AIM OF THE EXERCISE - Among the records that follow, how many lines contain the word "Almor"? Give the number and no other words.

::::

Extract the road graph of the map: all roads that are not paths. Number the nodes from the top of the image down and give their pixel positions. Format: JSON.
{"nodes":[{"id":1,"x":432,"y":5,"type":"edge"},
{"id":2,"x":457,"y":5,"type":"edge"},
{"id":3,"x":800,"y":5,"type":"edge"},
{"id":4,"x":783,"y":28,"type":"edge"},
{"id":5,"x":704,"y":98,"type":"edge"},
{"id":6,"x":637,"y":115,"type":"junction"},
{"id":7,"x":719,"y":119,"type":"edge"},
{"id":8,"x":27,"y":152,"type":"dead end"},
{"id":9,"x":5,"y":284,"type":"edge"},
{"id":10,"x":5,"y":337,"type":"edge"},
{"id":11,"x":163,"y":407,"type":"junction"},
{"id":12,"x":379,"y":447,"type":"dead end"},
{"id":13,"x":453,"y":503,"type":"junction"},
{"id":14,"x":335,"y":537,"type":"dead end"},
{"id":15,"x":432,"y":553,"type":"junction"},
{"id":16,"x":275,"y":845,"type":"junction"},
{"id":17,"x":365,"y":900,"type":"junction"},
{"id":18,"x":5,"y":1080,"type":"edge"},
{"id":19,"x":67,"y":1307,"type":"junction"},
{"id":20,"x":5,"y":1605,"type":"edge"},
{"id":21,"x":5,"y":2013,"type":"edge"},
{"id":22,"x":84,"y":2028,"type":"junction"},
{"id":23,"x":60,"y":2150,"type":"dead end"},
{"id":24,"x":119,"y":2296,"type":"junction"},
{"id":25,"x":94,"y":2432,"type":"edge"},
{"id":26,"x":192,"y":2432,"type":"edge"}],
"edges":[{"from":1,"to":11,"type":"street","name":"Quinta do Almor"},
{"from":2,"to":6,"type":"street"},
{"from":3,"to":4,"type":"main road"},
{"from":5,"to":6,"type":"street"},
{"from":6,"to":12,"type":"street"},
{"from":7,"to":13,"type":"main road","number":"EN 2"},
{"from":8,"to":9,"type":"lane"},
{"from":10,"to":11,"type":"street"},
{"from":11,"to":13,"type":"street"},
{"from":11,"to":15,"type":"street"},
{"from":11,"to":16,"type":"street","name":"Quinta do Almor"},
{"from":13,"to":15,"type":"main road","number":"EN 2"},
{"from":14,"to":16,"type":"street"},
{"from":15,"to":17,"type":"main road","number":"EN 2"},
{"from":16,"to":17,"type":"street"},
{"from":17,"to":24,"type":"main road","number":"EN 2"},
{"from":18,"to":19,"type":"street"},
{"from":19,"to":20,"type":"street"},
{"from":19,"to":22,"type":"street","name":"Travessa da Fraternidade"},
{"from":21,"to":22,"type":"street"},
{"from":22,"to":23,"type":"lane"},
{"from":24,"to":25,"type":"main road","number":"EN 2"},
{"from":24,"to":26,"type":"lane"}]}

::::

TASK RESULT - 2